05/06 nov. 2015 – Leggendo la nota di Giorgio Linguaglossa sul post della poetessa irachena Dunya Mikhail (in pari data)
Si risolvono male le questioni di cuore
quando sopraggiunge la notte.
Un giorno diverso, così vedremo il mondo,
abbacinati, senza poter guardare. Il mondo
si farà una percezione dei sensi
o più semplicemente non esisterà più.
Sarà un po’ come dormire o correre
impauriti. Se dormiremo
ci prenderà il sonno profondo del tempo.
E sarà un tempo senza ritorno
per noi che appena fanciulli,
specchiati sul filo d’acqua lucente,
sentiremo il cielo tra le ciglia.
Vaga senza una meta il pensiero
in questo giorno triste.
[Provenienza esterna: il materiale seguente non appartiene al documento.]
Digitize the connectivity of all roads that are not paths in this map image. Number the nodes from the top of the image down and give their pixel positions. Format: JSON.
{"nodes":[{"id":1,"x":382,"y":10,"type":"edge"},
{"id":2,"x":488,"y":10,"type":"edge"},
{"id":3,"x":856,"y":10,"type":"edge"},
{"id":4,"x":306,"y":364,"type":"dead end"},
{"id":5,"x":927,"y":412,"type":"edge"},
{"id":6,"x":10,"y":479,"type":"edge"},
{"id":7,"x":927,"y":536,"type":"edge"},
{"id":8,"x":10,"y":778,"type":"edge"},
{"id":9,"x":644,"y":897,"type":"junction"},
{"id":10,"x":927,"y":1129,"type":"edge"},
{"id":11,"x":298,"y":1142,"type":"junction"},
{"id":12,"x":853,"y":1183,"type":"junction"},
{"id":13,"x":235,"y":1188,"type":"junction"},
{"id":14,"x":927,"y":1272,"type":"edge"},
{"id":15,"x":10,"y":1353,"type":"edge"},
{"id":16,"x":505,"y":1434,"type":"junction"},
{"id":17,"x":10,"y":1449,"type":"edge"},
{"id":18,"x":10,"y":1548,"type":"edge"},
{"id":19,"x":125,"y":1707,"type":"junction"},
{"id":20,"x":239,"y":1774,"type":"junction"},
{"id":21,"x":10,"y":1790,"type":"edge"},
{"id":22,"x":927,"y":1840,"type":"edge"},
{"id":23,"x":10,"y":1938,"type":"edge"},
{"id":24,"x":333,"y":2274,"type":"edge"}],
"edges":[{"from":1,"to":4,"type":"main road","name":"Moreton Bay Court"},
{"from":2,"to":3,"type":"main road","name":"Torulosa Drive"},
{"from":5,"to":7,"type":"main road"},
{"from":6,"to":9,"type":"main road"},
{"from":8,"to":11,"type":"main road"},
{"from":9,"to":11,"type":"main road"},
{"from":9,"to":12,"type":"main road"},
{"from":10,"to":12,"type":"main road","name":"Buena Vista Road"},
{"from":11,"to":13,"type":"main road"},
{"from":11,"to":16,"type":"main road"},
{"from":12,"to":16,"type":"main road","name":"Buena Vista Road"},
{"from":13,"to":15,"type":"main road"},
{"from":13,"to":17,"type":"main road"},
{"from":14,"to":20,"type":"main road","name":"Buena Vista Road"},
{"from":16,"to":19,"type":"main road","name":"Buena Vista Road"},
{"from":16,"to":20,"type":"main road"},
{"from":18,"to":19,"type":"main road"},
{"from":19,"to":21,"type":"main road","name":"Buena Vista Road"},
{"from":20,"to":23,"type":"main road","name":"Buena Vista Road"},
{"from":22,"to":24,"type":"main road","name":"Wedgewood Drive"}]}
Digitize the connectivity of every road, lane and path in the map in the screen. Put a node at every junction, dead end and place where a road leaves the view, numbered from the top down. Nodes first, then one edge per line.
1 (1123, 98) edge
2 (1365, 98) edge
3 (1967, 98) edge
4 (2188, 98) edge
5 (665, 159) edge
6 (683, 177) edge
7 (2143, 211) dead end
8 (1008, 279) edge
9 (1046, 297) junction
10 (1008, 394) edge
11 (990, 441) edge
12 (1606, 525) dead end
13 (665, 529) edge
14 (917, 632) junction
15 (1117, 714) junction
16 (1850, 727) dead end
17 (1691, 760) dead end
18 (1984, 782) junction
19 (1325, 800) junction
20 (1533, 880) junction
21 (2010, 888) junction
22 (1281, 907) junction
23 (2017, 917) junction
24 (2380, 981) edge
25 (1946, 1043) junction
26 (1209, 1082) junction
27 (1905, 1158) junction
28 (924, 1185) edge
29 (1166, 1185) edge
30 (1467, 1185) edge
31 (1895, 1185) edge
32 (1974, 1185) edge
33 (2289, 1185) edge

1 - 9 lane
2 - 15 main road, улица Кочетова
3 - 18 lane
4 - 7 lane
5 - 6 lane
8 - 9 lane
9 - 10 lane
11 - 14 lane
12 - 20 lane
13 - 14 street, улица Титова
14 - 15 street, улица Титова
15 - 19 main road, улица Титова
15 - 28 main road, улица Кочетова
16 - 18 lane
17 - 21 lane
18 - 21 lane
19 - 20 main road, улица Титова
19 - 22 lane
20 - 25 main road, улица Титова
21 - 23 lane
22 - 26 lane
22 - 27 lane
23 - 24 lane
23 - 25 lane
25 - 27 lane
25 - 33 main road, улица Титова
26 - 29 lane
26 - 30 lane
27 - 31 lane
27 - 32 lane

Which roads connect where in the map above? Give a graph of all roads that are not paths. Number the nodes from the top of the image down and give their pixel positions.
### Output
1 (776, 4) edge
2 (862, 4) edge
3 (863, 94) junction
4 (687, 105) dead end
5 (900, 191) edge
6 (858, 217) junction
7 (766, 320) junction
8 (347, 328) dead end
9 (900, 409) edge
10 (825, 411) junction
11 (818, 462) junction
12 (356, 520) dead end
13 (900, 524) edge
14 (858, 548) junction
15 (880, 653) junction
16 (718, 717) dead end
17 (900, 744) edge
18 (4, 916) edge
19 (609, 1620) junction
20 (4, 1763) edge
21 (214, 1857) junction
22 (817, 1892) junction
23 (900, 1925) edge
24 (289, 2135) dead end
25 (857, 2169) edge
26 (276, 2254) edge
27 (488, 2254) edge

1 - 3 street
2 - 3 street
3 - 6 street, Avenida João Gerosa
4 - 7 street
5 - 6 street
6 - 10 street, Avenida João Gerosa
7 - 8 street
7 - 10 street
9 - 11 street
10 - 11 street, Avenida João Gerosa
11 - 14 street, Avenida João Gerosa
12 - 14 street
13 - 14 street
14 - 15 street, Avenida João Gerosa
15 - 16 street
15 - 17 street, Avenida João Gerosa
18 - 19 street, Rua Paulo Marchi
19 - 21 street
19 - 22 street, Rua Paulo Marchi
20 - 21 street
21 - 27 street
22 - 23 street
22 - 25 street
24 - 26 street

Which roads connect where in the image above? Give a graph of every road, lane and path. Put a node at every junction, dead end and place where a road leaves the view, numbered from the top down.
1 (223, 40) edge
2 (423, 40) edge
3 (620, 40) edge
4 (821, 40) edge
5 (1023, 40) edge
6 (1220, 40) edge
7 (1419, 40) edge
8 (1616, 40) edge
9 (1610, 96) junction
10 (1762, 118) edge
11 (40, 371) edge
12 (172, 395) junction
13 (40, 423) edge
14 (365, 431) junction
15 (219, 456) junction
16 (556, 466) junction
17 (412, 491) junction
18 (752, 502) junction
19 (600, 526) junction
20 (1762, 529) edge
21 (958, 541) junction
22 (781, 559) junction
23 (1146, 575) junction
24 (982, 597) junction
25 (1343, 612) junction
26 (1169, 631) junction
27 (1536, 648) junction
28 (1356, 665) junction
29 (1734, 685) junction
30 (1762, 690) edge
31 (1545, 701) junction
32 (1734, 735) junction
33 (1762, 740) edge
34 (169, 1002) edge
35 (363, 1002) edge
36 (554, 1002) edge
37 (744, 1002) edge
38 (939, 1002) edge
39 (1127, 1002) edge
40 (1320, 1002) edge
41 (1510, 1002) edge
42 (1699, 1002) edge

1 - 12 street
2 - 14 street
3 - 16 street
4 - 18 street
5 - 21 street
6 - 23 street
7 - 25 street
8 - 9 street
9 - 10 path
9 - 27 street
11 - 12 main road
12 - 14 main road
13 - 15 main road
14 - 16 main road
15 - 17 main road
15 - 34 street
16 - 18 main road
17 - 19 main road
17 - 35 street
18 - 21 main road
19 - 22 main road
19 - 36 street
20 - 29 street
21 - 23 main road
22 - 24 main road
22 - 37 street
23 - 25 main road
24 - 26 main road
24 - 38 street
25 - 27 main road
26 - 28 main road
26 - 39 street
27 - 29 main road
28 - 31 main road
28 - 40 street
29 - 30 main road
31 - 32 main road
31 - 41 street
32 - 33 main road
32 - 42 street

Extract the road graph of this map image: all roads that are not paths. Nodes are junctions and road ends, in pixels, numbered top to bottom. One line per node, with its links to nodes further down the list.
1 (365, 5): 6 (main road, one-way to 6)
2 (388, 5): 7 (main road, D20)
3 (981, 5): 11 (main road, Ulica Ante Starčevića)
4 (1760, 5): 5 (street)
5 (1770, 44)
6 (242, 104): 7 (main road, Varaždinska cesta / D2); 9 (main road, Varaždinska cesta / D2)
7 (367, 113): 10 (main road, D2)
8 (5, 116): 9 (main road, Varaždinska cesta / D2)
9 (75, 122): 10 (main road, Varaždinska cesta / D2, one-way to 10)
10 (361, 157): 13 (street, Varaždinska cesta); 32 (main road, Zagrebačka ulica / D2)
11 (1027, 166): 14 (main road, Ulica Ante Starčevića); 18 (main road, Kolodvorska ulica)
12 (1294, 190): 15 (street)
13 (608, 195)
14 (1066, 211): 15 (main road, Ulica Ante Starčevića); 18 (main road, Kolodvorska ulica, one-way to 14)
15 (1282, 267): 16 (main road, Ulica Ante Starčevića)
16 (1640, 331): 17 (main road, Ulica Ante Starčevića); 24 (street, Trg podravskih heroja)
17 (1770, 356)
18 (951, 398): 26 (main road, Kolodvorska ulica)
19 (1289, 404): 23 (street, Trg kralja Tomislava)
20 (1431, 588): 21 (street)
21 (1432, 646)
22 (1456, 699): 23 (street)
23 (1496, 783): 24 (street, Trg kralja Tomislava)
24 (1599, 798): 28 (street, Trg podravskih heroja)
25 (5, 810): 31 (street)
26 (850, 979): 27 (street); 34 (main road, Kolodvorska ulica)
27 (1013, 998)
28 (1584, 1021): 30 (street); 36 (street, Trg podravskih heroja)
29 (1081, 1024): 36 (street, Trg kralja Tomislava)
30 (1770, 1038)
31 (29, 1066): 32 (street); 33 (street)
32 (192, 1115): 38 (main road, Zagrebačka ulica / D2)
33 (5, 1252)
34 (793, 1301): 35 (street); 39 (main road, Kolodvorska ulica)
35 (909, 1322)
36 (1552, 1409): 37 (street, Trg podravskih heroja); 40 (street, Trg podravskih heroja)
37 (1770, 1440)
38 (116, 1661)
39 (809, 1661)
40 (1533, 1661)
Eppure
io non credo alla morte del sole,
né penso la luna possa lasciarlo
scomparire mai, né io vorrei finire
il filo corsivo del dubbio.
La notte più nera
è nella paura di perdersi, per questo
penso non vero nel suo assoluto,
il nero della notte.
Di una notte è la linea ondeggiante.
Il filo corsivo del silenzioso sapere.
*
Andavo da mia madre dopo il lavoro
Andavo da mia madre dopo il lavoro,
le spalmavo una crema omeopatica contro il tempo,
manuale di serenità del pomeriggio scalda sedia.
Sul tardi, tornava di soppiatto un ritmo scolpato
in serra protetta di terra d’odio; tre simbolici ‘sì’
erano tre simboli doppi ciascuno di sé:
lo specchio da infrangere dopo la caduta,
guadato in un sorriso a strazio.
Un fastidio sentivo allora, la presenza di bocche voraci
di rimando pizzicavano la mia carne, come
sorgenti moti in simbiosi. Il suo sguardo sereno
diventava improvvisamente severo, più spesso
triste e malinconico, quasi che nell’aria
si condensassero parole di chissà quali
individui: nella loro inutile presenza pur
mortificavano la sua persona per ricordarle
i tristi eventi che avevano segnato la sua giovinezza.
(A violenza subita, non ritorna il sereno.) Ma poi
passava, e tutto si traduceva in una battuta o in un fare.
Ciò che vedevo era il risultato di una serie infinita
di apporti, la trama di una fitta ragnatela
di rapporti che erano causa ed effetto di uno stato.
Era tuttavia un guardare e non capire il cosa o
il perché di ciò che nei suoi occhi vedevo.
L’analfabetismo di mia madre, il suo non poter
essere altro della brava massaia per sempre, questo sì
era ciò che vedevo e il tarlo che la tormentava
era chiaro in quel suo quotidiano ripetere:
– Ah, se sapessi leggere, scriverei un romanzo!